Number of lines below with the word "Greensway": give it and nothing more.

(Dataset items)
--
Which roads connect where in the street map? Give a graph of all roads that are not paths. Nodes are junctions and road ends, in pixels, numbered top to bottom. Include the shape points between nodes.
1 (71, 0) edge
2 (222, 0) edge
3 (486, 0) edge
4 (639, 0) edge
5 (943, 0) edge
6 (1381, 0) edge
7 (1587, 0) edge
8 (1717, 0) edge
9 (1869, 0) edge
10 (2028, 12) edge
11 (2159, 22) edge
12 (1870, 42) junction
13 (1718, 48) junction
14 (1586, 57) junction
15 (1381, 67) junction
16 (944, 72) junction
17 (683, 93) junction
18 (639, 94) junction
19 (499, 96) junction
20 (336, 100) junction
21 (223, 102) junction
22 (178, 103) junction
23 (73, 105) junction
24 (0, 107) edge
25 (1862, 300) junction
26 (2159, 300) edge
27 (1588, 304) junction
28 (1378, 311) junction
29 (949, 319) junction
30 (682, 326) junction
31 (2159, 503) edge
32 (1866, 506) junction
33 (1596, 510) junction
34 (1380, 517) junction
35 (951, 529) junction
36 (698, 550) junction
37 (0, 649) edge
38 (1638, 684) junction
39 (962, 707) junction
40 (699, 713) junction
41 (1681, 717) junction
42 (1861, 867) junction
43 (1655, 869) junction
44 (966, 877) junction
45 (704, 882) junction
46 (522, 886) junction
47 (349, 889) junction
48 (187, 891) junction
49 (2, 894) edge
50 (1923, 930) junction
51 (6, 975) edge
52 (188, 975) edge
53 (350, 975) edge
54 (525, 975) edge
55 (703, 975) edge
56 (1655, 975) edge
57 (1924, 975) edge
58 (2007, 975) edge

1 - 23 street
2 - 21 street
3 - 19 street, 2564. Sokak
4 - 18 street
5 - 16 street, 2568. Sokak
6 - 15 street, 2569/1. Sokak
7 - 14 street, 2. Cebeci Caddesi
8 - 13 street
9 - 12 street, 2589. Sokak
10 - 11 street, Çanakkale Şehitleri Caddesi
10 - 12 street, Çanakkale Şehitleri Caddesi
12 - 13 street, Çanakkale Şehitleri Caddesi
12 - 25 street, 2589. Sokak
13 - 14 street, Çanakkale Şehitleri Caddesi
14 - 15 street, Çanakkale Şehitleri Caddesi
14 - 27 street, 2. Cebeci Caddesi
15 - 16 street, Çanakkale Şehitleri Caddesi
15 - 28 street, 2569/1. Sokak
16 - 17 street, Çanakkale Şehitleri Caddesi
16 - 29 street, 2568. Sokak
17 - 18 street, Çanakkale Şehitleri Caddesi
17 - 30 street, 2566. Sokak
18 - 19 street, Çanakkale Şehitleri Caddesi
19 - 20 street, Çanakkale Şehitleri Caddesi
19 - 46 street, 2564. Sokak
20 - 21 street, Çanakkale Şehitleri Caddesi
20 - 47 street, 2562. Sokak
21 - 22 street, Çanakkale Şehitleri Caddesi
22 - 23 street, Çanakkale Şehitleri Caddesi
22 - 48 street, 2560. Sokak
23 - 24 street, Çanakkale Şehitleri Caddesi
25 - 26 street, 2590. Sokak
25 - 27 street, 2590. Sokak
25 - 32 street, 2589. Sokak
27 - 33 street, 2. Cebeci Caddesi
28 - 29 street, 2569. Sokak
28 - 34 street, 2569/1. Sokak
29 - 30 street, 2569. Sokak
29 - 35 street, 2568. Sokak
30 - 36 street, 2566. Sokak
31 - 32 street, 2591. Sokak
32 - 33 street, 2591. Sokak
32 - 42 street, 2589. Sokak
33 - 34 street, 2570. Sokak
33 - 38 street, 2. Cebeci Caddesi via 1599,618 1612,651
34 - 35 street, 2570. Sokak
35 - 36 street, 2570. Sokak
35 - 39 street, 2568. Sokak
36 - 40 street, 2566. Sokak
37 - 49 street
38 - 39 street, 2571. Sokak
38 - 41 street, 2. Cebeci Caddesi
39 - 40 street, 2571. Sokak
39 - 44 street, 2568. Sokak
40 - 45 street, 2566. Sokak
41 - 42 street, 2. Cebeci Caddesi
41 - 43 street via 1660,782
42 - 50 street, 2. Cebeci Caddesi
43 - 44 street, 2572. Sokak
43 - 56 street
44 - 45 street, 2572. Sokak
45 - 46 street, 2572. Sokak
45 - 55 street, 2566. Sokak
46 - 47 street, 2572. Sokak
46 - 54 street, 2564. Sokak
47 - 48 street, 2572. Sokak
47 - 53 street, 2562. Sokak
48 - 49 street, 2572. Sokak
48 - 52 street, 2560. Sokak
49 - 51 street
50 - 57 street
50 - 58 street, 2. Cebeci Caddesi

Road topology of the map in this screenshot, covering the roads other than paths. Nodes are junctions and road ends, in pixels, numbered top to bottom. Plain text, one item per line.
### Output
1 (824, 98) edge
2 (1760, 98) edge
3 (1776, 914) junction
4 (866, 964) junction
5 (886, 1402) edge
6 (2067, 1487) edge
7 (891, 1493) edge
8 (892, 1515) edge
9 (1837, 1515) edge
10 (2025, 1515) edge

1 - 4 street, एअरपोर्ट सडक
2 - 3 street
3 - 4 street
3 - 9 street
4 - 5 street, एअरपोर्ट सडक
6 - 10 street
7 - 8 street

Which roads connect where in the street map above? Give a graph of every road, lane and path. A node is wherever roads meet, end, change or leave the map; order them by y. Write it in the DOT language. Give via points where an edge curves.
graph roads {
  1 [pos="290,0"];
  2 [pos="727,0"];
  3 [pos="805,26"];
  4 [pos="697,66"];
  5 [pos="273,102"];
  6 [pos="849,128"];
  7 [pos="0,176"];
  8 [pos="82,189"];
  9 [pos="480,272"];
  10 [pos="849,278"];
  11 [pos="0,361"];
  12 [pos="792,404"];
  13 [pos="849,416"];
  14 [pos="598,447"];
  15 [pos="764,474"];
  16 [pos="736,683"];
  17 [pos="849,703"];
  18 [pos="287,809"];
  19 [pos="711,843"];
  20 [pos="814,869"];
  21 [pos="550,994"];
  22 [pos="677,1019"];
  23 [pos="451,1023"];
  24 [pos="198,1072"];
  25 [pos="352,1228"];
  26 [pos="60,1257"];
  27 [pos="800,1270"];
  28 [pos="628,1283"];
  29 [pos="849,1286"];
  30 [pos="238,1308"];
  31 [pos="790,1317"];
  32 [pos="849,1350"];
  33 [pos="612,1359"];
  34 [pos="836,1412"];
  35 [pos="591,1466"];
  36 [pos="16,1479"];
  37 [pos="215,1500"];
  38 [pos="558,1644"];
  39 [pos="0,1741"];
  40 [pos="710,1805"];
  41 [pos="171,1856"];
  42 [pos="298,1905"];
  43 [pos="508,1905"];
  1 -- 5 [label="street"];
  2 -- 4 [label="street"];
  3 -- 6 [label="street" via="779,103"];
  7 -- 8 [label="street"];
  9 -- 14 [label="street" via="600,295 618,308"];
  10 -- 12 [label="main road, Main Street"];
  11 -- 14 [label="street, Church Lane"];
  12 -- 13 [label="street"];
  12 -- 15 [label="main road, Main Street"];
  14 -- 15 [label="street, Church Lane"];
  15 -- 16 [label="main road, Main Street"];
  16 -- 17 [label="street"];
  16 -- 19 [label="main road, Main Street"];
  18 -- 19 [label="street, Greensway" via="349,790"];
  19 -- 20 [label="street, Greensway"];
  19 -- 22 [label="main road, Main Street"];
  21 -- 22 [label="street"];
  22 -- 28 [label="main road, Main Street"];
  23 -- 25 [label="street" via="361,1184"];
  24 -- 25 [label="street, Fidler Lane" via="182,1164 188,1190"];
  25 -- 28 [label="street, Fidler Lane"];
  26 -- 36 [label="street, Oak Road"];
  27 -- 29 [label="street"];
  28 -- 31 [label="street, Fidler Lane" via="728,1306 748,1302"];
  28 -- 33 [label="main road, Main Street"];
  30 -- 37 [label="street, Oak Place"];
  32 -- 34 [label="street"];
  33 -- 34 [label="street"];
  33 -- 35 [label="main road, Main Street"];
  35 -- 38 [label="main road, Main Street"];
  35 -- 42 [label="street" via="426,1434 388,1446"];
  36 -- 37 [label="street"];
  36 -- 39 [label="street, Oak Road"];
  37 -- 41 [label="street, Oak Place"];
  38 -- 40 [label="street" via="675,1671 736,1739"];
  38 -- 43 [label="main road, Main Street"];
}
--
-- Expected answer --
2